EXERCISE BRIEF - Check each line of the data for "Bartolomé" and select those that have it.

*-*-*

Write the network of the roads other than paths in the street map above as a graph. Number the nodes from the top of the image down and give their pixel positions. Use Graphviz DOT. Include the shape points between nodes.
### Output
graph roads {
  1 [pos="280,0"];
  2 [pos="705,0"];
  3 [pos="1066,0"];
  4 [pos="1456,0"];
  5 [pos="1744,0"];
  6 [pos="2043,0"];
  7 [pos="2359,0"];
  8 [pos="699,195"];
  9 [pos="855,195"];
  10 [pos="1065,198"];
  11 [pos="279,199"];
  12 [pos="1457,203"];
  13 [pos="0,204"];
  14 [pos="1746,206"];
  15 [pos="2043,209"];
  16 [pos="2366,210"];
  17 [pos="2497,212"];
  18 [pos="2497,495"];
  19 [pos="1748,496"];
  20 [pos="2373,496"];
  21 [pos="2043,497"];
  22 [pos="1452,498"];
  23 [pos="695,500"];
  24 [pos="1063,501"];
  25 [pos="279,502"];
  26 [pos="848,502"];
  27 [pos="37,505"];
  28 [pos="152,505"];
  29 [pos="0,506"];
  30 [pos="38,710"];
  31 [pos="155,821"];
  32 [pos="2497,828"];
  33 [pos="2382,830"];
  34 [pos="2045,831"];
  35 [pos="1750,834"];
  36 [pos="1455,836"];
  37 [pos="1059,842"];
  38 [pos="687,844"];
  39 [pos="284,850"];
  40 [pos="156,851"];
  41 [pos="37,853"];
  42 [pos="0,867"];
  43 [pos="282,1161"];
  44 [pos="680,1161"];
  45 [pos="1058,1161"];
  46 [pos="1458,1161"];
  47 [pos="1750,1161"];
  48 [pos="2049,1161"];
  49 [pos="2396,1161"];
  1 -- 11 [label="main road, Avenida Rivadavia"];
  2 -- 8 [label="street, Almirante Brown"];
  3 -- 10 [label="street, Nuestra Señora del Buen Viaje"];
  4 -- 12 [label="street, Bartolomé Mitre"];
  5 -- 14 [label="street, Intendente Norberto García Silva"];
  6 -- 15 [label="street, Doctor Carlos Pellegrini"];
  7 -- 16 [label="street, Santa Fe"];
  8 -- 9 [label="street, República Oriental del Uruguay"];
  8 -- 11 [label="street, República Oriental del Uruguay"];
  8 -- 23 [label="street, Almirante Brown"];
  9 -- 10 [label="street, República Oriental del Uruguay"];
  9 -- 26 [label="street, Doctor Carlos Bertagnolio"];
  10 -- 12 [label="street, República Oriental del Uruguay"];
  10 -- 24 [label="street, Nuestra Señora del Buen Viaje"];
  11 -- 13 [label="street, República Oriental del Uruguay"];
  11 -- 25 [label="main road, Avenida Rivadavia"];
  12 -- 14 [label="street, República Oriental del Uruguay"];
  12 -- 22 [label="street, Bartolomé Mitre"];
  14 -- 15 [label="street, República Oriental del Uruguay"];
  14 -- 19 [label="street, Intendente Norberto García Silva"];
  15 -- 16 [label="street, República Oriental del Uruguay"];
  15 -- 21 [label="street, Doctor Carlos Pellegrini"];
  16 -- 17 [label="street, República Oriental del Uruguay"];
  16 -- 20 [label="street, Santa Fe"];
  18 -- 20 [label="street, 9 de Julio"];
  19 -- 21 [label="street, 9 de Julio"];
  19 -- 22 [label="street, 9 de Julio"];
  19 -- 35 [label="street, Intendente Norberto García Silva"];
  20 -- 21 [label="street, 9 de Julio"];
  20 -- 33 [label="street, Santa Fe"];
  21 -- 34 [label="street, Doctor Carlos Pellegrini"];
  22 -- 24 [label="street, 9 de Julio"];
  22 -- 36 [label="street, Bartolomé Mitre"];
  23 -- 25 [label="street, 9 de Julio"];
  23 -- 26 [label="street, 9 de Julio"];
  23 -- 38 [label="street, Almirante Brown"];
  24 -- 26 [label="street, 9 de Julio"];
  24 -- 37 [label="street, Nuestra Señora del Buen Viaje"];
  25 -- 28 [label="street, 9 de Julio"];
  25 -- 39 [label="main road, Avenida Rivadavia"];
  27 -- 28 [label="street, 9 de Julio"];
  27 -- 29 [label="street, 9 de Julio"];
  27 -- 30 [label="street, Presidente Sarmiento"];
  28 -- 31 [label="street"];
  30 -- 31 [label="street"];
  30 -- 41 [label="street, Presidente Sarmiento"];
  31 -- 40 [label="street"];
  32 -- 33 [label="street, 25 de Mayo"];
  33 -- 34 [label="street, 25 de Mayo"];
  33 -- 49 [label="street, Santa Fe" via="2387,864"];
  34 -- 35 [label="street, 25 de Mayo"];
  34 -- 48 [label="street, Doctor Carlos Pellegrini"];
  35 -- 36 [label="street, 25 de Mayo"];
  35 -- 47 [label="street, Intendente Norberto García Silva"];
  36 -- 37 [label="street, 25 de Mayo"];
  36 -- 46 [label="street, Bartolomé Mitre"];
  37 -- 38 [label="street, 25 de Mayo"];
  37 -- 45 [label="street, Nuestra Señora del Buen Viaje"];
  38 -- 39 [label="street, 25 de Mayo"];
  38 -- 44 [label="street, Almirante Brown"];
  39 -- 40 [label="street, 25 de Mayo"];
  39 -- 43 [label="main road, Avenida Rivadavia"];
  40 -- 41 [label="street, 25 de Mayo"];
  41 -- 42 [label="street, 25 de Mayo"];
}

*-*-*

ANSWER TO THIS TASK -
  4 -- 12 [label="street, Bartolomé Mitre"];
  12 -- 22 [label="street, Bartolomé Mitre"];
  22 -- 36 [label="street, Bartolomé Mitre"];
  36 -- 46 [label="street, Bartolomé Mitre"];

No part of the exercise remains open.